[Saved data entries]
= = = = =
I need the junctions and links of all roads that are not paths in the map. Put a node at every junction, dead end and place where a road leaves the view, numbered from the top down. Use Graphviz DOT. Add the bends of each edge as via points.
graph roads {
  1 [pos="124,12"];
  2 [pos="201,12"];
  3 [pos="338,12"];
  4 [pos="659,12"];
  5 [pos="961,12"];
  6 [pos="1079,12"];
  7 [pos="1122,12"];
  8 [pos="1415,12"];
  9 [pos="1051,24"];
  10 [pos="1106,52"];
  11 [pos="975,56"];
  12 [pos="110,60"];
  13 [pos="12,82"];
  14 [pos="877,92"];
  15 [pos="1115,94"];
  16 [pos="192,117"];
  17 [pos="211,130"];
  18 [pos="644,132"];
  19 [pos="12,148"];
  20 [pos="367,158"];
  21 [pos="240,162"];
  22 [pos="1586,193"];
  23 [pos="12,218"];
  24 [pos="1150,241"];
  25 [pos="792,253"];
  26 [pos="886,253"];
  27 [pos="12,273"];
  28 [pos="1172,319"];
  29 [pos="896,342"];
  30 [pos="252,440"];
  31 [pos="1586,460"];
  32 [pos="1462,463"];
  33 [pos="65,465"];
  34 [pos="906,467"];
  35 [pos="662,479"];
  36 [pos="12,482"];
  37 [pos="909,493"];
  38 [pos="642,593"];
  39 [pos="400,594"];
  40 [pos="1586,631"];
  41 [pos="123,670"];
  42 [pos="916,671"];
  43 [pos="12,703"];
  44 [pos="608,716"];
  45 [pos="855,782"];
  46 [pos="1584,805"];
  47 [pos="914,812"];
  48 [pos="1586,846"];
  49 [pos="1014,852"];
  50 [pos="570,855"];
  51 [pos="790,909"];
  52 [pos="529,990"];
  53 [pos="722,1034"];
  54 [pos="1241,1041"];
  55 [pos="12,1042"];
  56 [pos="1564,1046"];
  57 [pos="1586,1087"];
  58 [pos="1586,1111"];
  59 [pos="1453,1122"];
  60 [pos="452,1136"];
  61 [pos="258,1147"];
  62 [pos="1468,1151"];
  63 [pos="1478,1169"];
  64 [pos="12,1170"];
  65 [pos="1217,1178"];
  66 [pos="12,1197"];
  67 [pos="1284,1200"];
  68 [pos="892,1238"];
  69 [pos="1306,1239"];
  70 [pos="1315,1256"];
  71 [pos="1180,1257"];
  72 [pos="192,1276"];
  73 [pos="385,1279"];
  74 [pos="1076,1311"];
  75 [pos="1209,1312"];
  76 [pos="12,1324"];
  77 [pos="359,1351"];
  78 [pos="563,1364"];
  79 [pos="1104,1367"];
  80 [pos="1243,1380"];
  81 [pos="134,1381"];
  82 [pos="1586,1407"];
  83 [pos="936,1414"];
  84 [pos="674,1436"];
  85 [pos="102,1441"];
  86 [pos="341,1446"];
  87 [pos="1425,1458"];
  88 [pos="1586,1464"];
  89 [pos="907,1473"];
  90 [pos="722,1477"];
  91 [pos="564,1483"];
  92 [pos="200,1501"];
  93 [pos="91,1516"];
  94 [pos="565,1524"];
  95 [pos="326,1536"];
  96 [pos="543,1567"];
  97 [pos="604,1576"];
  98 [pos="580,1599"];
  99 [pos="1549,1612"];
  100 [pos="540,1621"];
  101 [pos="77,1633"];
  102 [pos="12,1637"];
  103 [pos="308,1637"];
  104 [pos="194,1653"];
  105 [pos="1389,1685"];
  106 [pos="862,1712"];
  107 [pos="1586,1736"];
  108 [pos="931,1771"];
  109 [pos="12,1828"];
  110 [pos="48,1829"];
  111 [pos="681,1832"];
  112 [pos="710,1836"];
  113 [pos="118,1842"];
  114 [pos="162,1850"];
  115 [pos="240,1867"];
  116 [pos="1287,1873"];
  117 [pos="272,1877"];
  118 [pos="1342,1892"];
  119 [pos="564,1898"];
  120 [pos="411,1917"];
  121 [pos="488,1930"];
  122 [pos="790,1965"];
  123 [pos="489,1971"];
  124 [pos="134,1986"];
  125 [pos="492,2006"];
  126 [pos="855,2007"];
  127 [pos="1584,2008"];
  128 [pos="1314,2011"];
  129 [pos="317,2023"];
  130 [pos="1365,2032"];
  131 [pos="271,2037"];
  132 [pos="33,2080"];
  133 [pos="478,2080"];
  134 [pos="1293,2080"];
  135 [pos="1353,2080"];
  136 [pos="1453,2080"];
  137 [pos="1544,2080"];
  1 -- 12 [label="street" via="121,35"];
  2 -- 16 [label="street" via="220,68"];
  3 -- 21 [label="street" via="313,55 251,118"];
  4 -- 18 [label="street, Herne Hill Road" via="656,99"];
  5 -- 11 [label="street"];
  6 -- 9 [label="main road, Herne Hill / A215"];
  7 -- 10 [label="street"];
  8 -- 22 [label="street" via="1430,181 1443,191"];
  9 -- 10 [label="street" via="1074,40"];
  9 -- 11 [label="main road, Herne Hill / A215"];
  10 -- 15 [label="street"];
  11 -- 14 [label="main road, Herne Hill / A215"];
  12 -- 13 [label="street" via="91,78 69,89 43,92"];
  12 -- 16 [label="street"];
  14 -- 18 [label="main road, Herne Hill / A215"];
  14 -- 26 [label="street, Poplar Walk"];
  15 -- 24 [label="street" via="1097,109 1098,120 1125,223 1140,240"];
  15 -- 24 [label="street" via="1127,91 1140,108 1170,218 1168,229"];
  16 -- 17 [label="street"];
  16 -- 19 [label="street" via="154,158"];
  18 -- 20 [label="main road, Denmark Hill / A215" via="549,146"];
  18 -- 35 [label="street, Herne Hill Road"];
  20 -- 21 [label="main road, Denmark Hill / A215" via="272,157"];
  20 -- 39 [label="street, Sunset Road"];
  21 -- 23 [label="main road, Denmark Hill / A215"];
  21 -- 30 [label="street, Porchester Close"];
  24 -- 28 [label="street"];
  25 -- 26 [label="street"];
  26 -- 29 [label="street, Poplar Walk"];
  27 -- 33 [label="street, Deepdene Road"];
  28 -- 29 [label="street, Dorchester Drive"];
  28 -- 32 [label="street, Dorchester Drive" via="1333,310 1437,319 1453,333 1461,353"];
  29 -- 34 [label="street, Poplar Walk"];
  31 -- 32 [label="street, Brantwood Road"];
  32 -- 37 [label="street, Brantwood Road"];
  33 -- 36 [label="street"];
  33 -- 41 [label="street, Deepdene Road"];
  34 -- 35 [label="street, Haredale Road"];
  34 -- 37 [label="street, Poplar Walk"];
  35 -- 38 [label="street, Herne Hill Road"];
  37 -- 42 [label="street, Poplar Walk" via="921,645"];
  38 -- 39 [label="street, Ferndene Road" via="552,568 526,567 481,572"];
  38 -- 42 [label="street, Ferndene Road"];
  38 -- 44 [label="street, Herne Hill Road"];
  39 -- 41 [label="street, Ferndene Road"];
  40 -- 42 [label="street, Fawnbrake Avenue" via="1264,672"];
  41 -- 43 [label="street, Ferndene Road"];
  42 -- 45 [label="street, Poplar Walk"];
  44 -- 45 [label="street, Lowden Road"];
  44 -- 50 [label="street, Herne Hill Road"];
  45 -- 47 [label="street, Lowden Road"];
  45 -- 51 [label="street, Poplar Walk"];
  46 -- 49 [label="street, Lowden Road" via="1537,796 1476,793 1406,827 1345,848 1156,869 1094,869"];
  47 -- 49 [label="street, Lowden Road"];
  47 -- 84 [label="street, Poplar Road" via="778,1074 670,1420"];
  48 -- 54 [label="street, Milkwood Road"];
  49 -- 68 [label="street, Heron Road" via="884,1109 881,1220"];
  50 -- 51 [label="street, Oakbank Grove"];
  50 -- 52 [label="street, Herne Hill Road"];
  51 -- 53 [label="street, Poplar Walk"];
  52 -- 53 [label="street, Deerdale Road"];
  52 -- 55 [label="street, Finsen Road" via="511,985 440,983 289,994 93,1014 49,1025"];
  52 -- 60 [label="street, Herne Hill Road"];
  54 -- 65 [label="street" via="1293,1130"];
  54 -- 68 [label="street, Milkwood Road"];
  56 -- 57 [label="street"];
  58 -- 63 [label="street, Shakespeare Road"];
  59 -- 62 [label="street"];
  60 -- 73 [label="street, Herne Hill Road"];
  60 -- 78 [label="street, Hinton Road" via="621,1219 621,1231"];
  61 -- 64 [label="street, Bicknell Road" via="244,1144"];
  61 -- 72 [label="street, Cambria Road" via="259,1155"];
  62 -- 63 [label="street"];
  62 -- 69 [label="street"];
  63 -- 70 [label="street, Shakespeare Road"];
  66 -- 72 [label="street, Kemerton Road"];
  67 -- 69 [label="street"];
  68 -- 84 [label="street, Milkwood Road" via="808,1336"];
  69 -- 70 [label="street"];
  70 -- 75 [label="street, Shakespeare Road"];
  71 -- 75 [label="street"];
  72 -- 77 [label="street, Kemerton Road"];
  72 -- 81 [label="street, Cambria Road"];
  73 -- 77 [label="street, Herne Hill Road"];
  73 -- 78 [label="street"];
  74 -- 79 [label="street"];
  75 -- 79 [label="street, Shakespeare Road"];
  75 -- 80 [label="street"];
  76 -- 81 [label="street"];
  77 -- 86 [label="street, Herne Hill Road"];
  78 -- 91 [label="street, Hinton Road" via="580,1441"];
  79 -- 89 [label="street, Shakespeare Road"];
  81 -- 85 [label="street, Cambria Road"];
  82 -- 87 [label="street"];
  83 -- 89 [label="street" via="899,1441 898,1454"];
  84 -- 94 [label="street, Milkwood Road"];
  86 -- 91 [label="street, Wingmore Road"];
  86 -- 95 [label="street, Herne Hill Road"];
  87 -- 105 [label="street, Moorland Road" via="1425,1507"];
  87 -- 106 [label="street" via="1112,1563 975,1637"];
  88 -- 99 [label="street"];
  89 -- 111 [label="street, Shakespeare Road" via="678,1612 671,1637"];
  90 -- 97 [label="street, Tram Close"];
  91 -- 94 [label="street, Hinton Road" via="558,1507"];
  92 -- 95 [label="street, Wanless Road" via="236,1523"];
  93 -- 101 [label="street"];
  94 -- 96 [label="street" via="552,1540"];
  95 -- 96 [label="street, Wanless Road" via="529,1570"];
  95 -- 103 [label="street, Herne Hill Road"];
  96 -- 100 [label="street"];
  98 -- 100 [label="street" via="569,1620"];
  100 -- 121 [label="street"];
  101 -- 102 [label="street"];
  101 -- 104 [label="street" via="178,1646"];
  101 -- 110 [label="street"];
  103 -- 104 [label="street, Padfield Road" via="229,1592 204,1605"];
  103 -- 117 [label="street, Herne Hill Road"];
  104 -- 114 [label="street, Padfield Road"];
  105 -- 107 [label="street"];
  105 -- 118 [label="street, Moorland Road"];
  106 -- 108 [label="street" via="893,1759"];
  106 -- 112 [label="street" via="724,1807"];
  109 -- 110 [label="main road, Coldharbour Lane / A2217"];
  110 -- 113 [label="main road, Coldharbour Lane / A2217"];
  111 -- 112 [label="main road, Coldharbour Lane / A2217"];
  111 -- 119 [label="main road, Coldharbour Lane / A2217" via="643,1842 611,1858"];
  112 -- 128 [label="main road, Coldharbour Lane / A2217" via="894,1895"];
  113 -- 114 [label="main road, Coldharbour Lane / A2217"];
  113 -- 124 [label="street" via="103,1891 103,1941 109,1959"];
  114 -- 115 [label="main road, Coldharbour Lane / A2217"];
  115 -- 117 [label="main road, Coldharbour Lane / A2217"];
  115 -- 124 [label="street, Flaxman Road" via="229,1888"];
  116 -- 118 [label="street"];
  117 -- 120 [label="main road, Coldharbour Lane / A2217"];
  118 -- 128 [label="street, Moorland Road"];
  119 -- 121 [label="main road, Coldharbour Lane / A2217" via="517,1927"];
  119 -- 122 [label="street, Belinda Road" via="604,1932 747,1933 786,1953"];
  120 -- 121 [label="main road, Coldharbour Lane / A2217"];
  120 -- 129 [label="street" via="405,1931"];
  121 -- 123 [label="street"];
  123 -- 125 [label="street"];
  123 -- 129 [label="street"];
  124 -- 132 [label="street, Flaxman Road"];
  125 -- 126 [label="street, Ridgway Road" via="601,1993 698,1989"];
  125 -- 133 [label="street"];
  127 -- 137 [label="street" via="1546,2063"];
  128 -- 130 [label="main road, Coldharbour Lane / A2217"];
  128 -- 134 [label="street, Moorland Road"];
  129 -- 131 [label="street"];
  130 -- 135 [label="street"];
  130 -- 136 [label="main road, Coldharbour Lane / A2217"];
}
= = = = =
_PROBLEM STATEMENT_
Copy out each line of the records above that includes "Deepdene".

_OUTPUT OF THE EXERCISE_
  27 -- 33 [label="street, Deepdene Road"];
  33 -- 41 [label="street, Deepdene Road"];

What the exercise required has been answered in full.